Entries shown >>
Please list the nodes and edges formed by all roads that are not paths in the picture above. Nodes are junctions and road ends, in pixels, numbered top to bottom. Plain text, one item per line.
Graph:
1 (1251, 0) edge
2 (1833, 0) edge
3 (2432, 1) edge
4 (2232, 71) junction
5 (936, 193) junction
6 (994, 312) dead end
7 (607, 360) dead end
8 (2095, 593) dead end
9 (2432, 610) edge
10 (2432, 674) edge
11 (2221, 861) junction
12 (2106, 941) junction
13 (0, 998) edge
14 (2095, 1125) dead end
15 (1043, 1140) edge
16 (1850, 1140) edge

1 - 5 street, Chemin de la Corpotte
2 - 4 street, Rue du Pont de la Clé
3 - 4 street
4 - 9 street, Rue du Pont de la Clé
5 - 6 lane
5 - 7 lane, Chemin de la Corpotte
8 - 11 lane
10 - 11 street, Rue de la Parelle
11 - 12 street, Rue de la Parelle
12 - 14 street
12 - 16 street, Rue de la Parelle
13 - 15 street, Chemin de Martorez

Action item >>
Make an exact copy of every record listed above.

Expected answer >>
Please list the nodes and edges formed by all roads that are not paths in the picture above. Nodes are junctions and road ends, in pixels, numbered top to bottom. Plain text, one item per line.
Graph:
1 (1251, 0) edge
2 (1833, 0) edge
3 (2432, 1) edge
4 (2232, 71) junction
5 (936, 193) junction
6 (994, 312) dead end
7 (607, 360) dead end
8 (2095, 593) dead end
9 (2432, 610) edge
10 (2432, 674) edge
11 (2221, 861) junction
12 (2106, 941) junction
13 (0, 998) edge
14 (2095, 1125) dead end
15 (1043, 1140) edge
16 (1850, 1140) edge

1 - 5 street, Chemin de la Corpotte
2 - 4 street, Rue du Pont de la Clé
3 - 4 street
4 - 9 street, Rue du Pont de la Clé
5 - 6 lane
5 - 7 lane, Chemin de la Corpotte
8 - 11 lane
10 - 11 street, Rue de la Parelle
11 - 12 street, Rue de la Parelle
12 - 14 street
12 - 16 street, Rue de la Parelle
13 - 15 street, Chemin de Martorez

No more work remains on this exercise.